Stage IV          T4                    No, N1                        Mo

                        Any T              No, N1                        Mo

                        Any T              Any N             M1

 

Investigations

Direct laryngoscopy, together with Hopkins rod examination allows precise determination of the extent tumours and biopsy confirms an exact histology. CT and MRI scanning give further details of the extent of larger tumours and suspicious nodal involvement within the neck which may not be determined on clinical examination.

 

Treatment

Early supraglottis and glottis tumours are optimally treated with mega voltage radiotherapy. Five-year cure for Stages I & II are approximately 90 and 70% respectively, and the patient has an excellent voice following this type of treatment. If modern mega voltage radiotherapy is not available then early tumours may be excised by endoscopic laser surgery or open partial laryngeal surgery.

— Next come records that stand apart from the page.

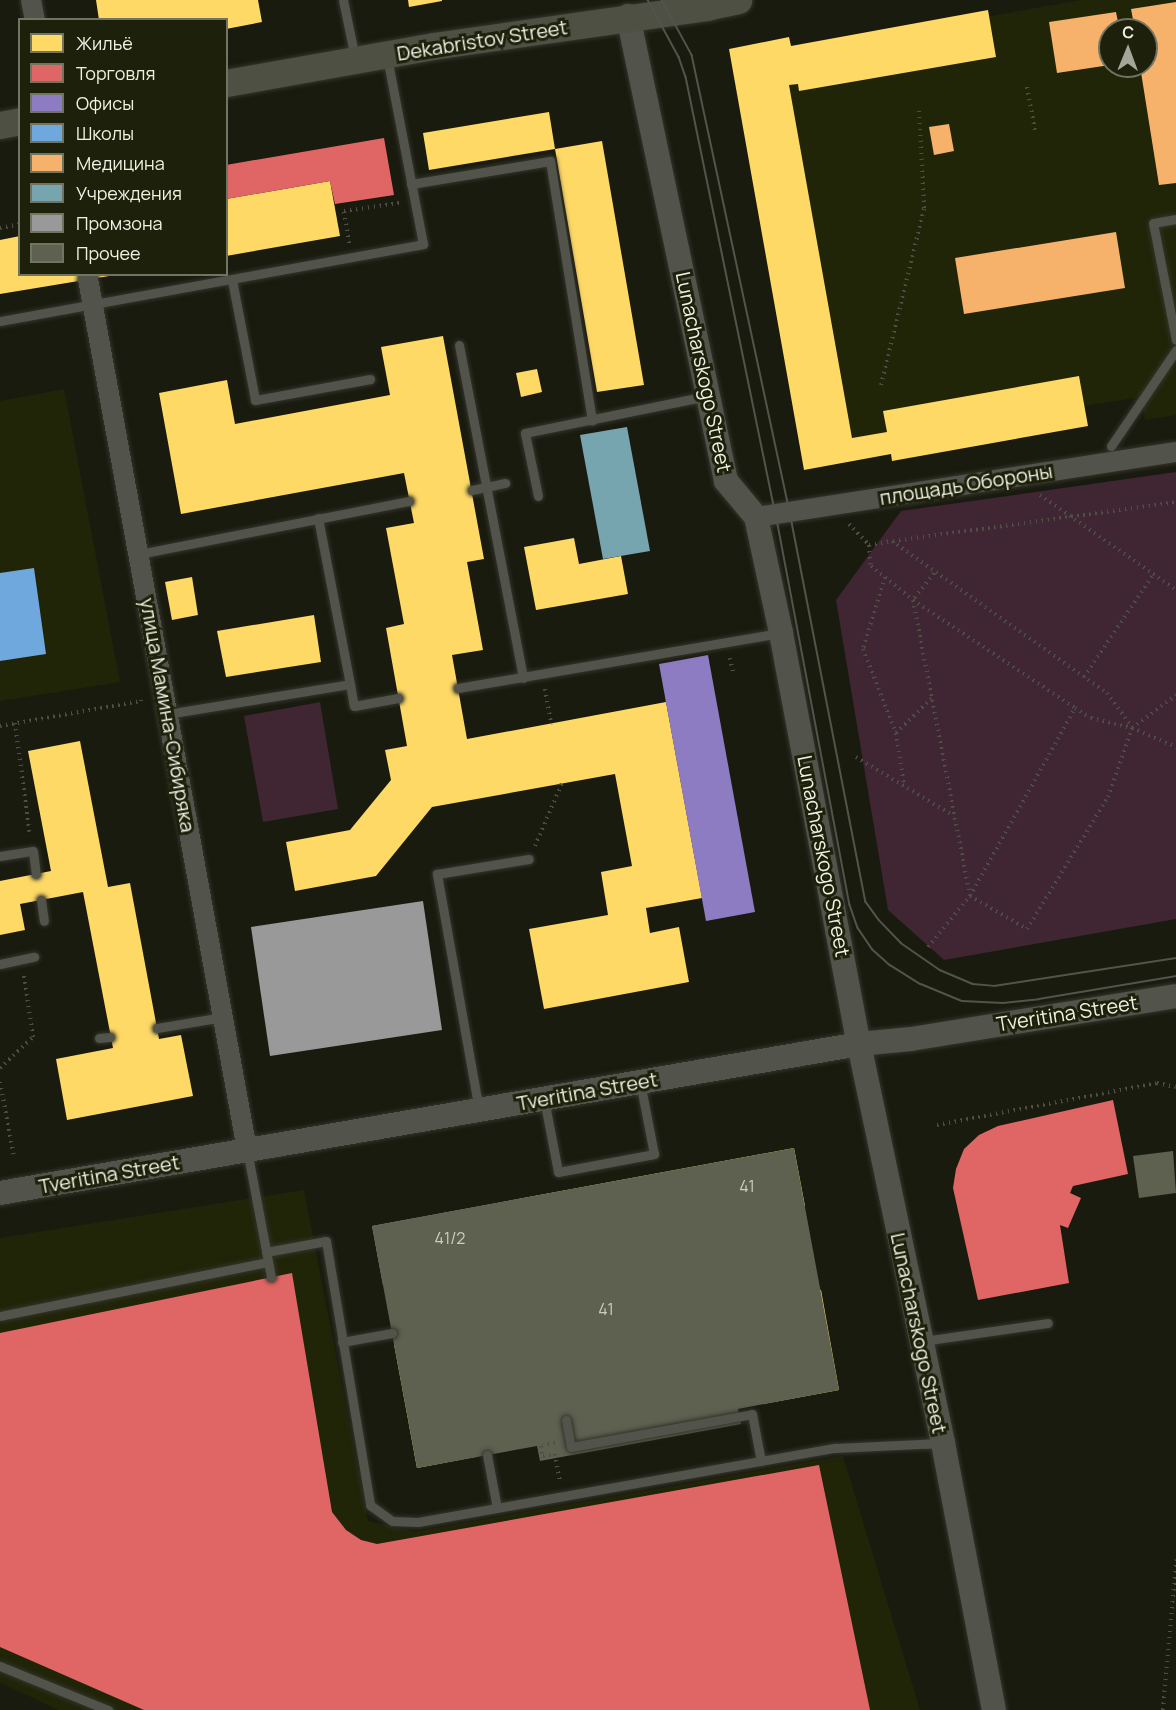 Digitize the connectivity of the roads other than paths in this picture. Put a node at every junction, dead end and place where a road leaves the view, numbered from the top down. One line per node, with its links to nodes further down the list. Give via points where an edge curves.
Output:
1 (32, 0): 5 (street)
2 (344, 0): 7 (lane)
3 (738, 0): 4 (main road, Dekabristov Street)
4 (640, 7): 6 (main road, Dekabristov Street); 21 (street, Lunacharskogo Street, via 638,65)
5 (35, 18)
6 (387, 54): 7 (main road, Dekabristov Street); 11 (lane)
7 (355, 60): 8 (main road, Dekabristov Street)
8 (228, 83)
9 (18, 121): 10 (main road)
10 (0, 124)
11 (411, 184): 14 (lane, via 423,244); 22 (lane, via 550,161)
12 (1176, 219): 17 (lane, via 1153,223)
13 (88, 279): 15 (street, улица Мамина-Сибиряка)
14 (232, 280): 15 (lane); 20 (lane, via 255,400)
15 (93, 306): 16 (lane); 32 (street, улица Мамина-Сибиряка)
16 (0, 321)
17 (1176, 340)
18 (459, 345): 26 (lane)
19 (1176, 350): 23 (lane)
20 (370, 379)
21 (710, 396): 22 (lane); 30 (street, Lunacharskogo Street, via 726,481)
22 (592, 421): 28 (lane, via 525,433)
23 (1111, 446)
24 (1176, 452): 30 (street, площадь Обороны)
25 (505, 483): 26 (lane)
26 (486, 487): 27 (lane); 34 (lane)
27 (472, 490)
28 (538, 496)
29 (410, 501): 31 (lane)
30 (756, 517): 33 (street, Lunacharskogo Street)
31 (318, 518): 32 (lane); 35 (lane)
32 (139, 554): 38 (street, улица Мамина-Сибиряка)
33 (781, 633): 34 (lane); 51 (street, Lunacharskogo Street)
34 (523, 678): 36 (lane)
35 (350, 684): 37 (lane, via 354,706); 38 (lane)
36 (458, 688)
37 (399, 698)
38 (167, 714): 47 (street, улица Мамина-Сибиряка)
39 (0, 856): 41 (lane, via 33,851)
40 (529, 859): 54 (lane, via 437,874)
41 (36, 874)
42 (40, 900): 43 (lane)
43 (44, 921)
44 (34, 957): 45 (lane)
45 (0, 964)
46 (1176, 996): 51 (street, Tveritina Street)
47 (223, 1017): 48 (lane); 55 (street, улица Мамина-Сибиряка)
48 (157, 1028)
49 (111, 1036): 50 (lane)
50 (99, 1038)
51 (859, 1044): 52 (street, Tveritina Street); 64 (street, Lunacharskogo Street)
52 (640, 1082): 53 (street, Tveritina Street); 53 (lane, via 654,1154 558,1172)
53 (544, 1099): 54 (street, Tveritina Street)
54 (479, 1110): 55 (street, Tveritina Street)
55 (247, 1150): 56 (street, Tveritina Street); 57 (lane)
56 (0, 1193)
57 (266, 1252): 58 (lane); 63 (lane, via 326,1241)
58 (268, 1262): 59 (lane); 60 (lane)
59 (271, 1277)
60 (0, 1316)
61 (1048, 1323): 64 (lane)
62 (392, 1333): 63 (lane)
63 (342, 1341): 69 (lane, via 370,1505 392,1521 418,1522)
64 (920, 1341): 66 (street, Lunacharskogo Street)
65 (566, 1420): 68 (lane, via 571,1447 752,1414)
66 (943, 1443): 68 (lane, via 835,1448); 72 (street, Lunacharskogo Street)
67 (487, 1455): 69 (lane)
68 (761, 1461): 69 (lane)
69 (497, 1508)
70 (0, 1666): 71 (lane)
71 (108, 1710)
72 (994, 1710) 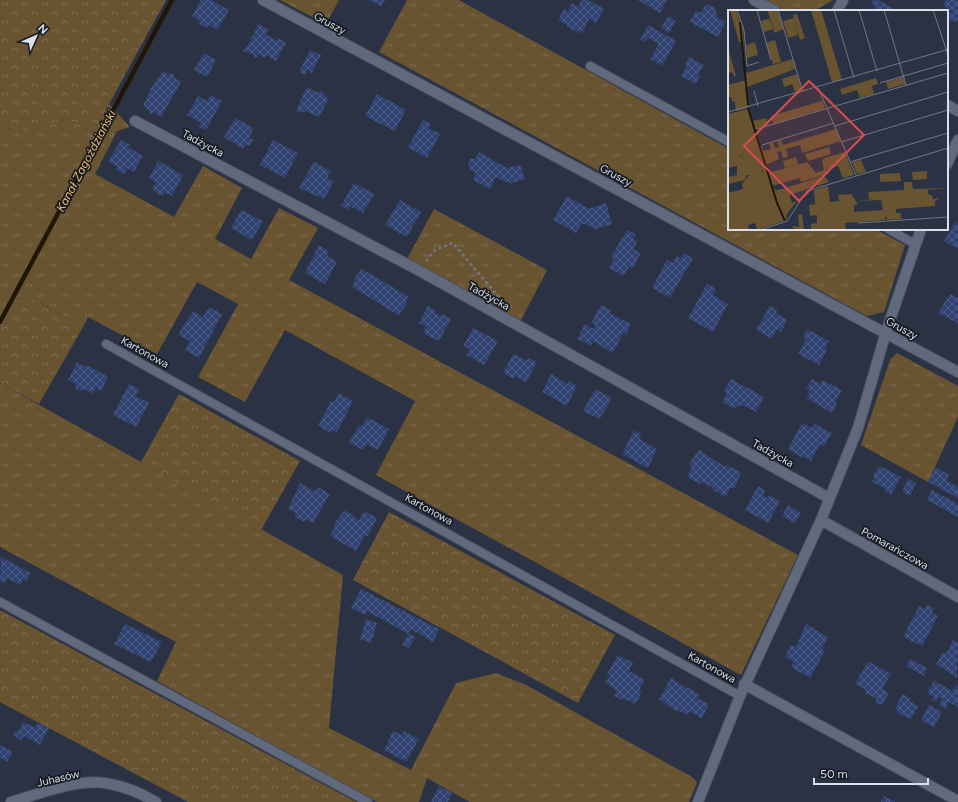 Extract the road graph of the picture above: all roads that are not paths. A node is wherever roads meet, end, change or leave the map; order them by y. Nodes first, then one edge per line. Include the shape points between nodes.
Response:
1 (262, 0) edge
2 (754, 0) edge
3 (843, 0) edge
4 (773, 10) edge
5 (838, 10) edge
6 (590, 66) dead end
7 (948, 105) edge
8 (958, 110) edge
9 (135, 121) dead end
10 (958, 140) edge
11 (728, 141) edge
12 (948, 162) edge
13 (890, 230) edge
14 (921, 230) edge
15 (915, 244) junction
16 (886, 332) junction
17 (106, 344) dead end
18 (958, 372) edge
19 (829, 498) junction
20 (820, 520) junction
21 (958, 597) edge
22 (0, 602) edge
23 (744, 684) junction
24 (740, 696) junction
25 (23, 800) edge
26 (958, 801) edge
27 (10, 802) edge
28 (156, 802) edge
29 (368, 802) edge
30 (698, 802) edge

1 - 16 street, Gruszy
2 - 4 street
3 - 5 street
6 - 11 lane
7 - 8 street
9 - 19 street, Tadżycka via 418,270
10 - 12 street
13 - 15 lane
14 - 15 street
15 - 16 street
16 - 18 street, Gruszy
16 - 19 street via 858,428
17 - 24 lane, Kartonowa
19 - 20 street
20 - 21 street, Pomarańczowa
20 - 23 street
22 - 29 lane
23 - 24 street
23 - 26 street, Kartonowa
24 - 30 street
25 - 27 street, Juhasów
25 - 28 street, Juhasów via 79,784 109,783 137,792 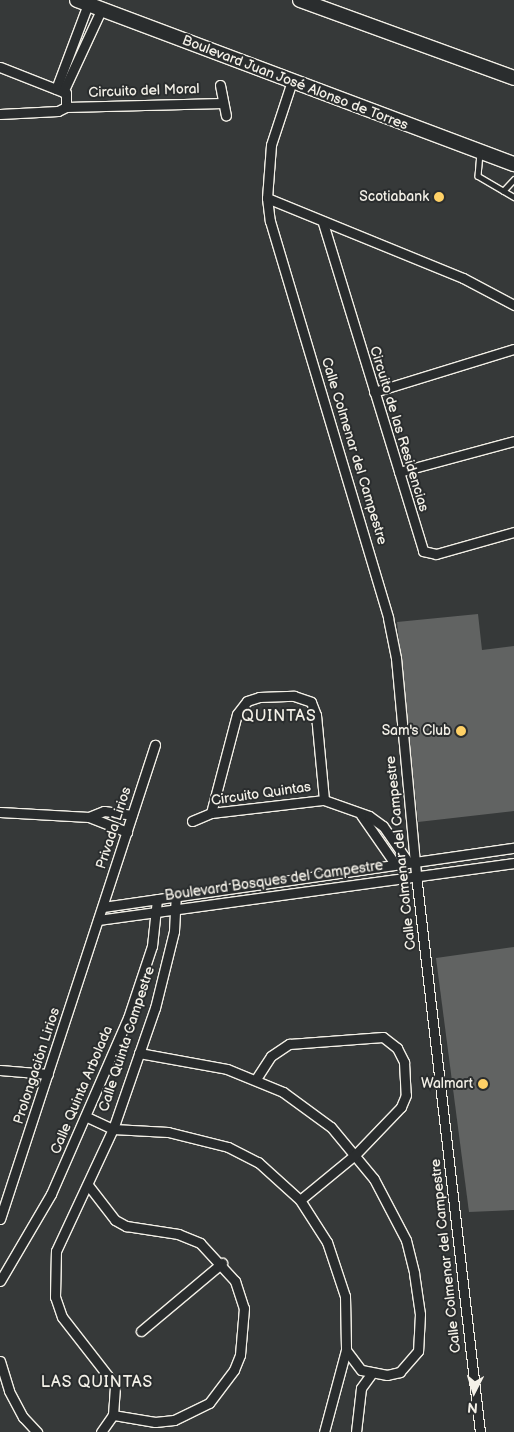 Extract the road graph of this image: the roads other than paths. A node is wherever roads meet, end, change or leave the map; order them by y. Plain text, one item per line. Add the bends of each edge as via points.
1 (300, 0) edge
2 (82, 2) edge
3 (102, 10) junction
4 (0, 67) edge
5 (514, 78) edge
6 (292, 81) junction
7 (220, 85) dead end
8 (59, 91) junction
9 (223, 103) junction
10 (66, 107) junction
11 (0, 114) edge
12 (226, 115) dead end
13 (480, 153) junction
14 (514, 164) edge
15 (514, 179) edge
16 (503, 191) junction
17 (514, 197) edge
18 (266, 198) junction
19 (323, 223) junction
20 (514, 305) edge
21 (514, 349) edge
22 (374, 392) junction
23 (514, 441) edge
24 (399, 472) junction
25 (514, 532) edge
26 (155, 745) dead end
27 (324, 800) junction
28 (0, 812) edge
29 (211, 813) junction
30 (132, 815) junction
31 (361, 815) junction
32 (89, 817) junction
33 (192, 821) dead end
34 (127, 832) junction
35 (514, 848) edge
36 (411, 862) junction
37 (514, 863) edge
38 (395, 864) junction
39 (416, 875) junction
40 (176, 896) junction
41 (158, 899) junction
42 (103, 907) junction
43 (176, 909) junction
44 (157, 912) junction
45 (98, 920) junction
46 (139, 1053) junction
47 (0, 1070) edge
48 (48, 1074) junction
49 (256, 1079) junction
50 (87, 1117) junction
51 (112, 1129) junction
52 (356, 1154) junction
53 (88, 1185) junction
54 (300, 1200) junction
55 (0, 1219) edge
56 (222, 1263) junction
57 (0, 1281) edge
58 (141, 1331) dead end
59 (346, 1350) junction
60 (0, 1361) edge
61 (371, 1374) junction
62 (113, 1415) junction
63 (37, 1432) edge
64 (101, 1432) edge
65 (324, 1432) edge
66 (356, 1432) edge
67 (480, 1432) edge

1 - 5 main road
2 - 3 main road, Boulevard Juan José Alonso de Torres
2 - 8 street
3 - 6 main road, Boulevard Juan José Alonso de Torres
3 - 8 street
4 - 8 street
6 - 13 main road, Boulevard Juan José Alonso de Torres
6 - 18 street, Calle Colmenar del Campestre via 271,145
7 - 9 street
8 - 10 street via 68,98
9 - 10 street, Circuito del Moral
9 - 12 street
10 - 11 street, Circuito del Moral via 58,111
13 - 14 main road, Boulevard Juan José Alonso de Torres
13 - 16 lane via 478,176
15 - 16 lane
16 - 17 lane
18 - 19 street
18 - 36 street, Calle Colmenar del Campestre via 270,221 388,618 396,658
19 - 20 street via 463,278
19 - 22 street, Circuito de las Residencias
21 - 22 street
22 - 24 street, Circuito de las Residencias
23 - 24 street
24 - 25 street, Circuito de las Residencias via 419,544 426,554
26 - 30 street, Privada Lirios
27 - 29 street, Circuito Quintas
27 - 29 street via 316,715 311,702 294,696 259,697 247,701 237,714
27 - 31 street, Circuito Quintas
28 - 32 street
29 - 33 street, Circuito Quintas
30 - 32 street via 104,811
30 - 34 street, Privada Lirios
31 - 36 street, Circuito Quintas via 382,826
31 - 38 street
32 - 34 street
34 - 42 street, Privada Lirios
35 - 36 street, Boulevard Bosques del Campestre
36 - 38 street, Boulevard Bosques del Campestre
36 - 39 street, Calle Colmenar del Campestre
37 - 39 street, Boulevard Bosques del Campestre
38 - 40 street, Boulevard Bosques del Campestre
39 - 43 street, Boulevard Bosques del Campestre
39 - 67 street, Calle Colmenar del Campestre
40 - 41 street, Boulevard Bosques del Campestre
40 - 43 street, Calle Quinta Campestre
41 - 42 street, Boulevard Bosques del Campestre
41 - 44 street, Calle Quinta Arbolada
42 - 45 street, Privada Lirios
43 - 44 street, Boulevard Bosques del Campestre
43 - 46 street, Calle Quinta Campestre via 167,960
44 - 45 street, Boulevard Bosques del Campestre
44 - 50 street, Calle Quinta Arbolada via 143,977
45 - 48 street, Prolongación Lirios
46 - 49 street via 227,1069
46 - 51 street, Calle Quinta Campestre
47 - 48 street
48 - 55 street, Prolongación Lirios
49 - 52 street via 307,1107
49 - 52 street via 271,1056 289,1044 371,1035 390,1040 404,1062 406,1095 391,1119
50 - 51 street
50 - 57 street, Calle Quinta Arbolada via 51,1194
51 - 53 street, Calle Quinta Campestre
51 - 54 street via 168,1132 228,1147 258,1162
52 - 54 street
52 - 61 street via 390,1204 406,1240 420,1314 418,1351 412,1362 400,1372
53 - 56 street via 115,1220 126,1226 190,1238
53 - 62 street, Calle Quinta Campestre via 56,1251 55,1297 62,1317 78,1341 109,1373 115,1385
54 - 59 street via 327,1242 345,1296
56 - 58 street
56 - 62 street via 240,1294 244,1324 240,1354 220,1391 209,1403 174,1420 138,1422
59 - 61 street via 361,1370
59 - 65 street
60 - 63 street via 9,1391 23,1418
61 - 66 street via 361,1388
62 - 64 street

With early bilateral supraglottic tumours a horizontal laryngectomy may be undertaken excising the supraglottic growth and the remainder of the glottis. The subglottic part of the larynx is then stitched tongue base to provide continuity. In most patients undergoing partial laryngeal surgery of this type the voice result is not satisfactory as that with radiotherapy.

 

Advanced Laryngeal Disease 

Once the squamous carcinoma has caused fixation of the vocal fold or has infiltrated outside the larynx into adjacent such as thyroid gland and strap muscles, some form of subtotal or total laryngectomy is required to attempt to cure the disease. Total laryngectomy is frequently required when radiotherapy fails.  Part or all of thyroid gland and associated parathyroid glands may also need to be removed depending on the extent of the disease, so patients after this type of radical surgery may require oral thyroxin and calcium supplement for the remainder of their lives. Laryngectomy patients must obviously avoid immersion in water as this would flow directly into their tracheal stoma.